Given all that, let's think about how to write:

func substring(of s: String, from:Int, toSubstring s2 : String) -> Substring? {
    // ?
}

The substring s2 must be sought in s using a String Foundation method. The resulting range comes back to us, not as an NSRange (even though this is a Foundation method), but as a Range of String.Index (wrapped in an Optional, in case we didn't find the substring at all). However, the other number, from, is an Int. Thus we cannot form any kind of range involving them both.

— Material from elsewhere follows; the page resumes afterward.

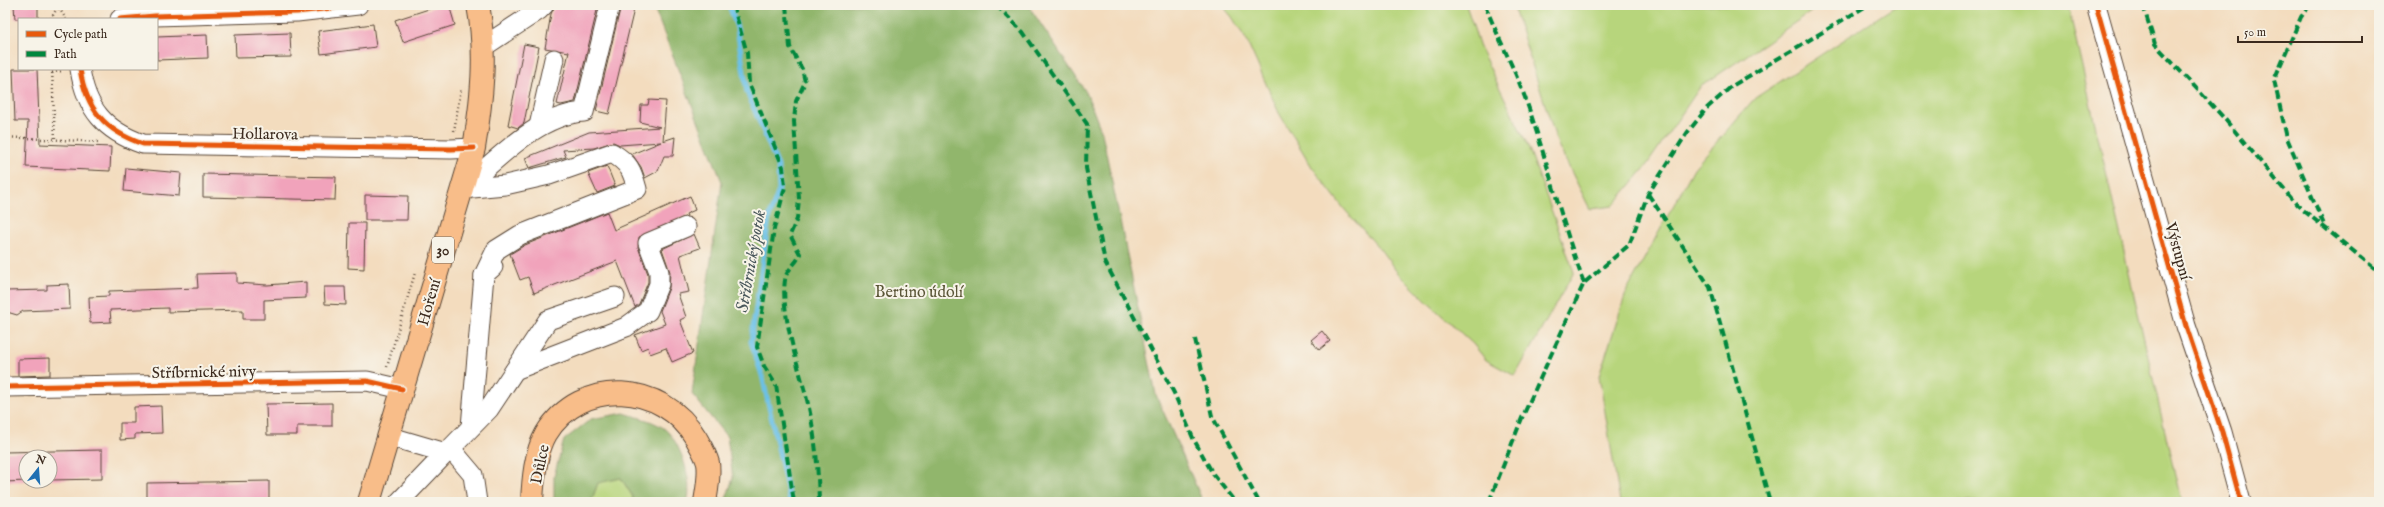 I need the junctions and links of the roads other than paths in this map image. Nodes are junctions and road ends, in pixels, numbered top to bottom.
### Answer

But we don't have to! All we have to do is slice off the end of our original string using a method that takes a String.Index, and slice off the start of our original string using a method that takes an Int. Fortunately, such methods exist! Like this:

func substring(of s: String, from:Int, toSubstring s2 : String) -> Substring? {
    guard let r = s.range(of:s2) else {return nil}
    var s = s.prefix(upTo:r.lowerBound)
    s = s.dropFirst(from)
    return s
}

Or, if you prefer to be able to apply this method directly to a string, like this...

let output = "abcde".substring(from:0, toSubstring:"cd")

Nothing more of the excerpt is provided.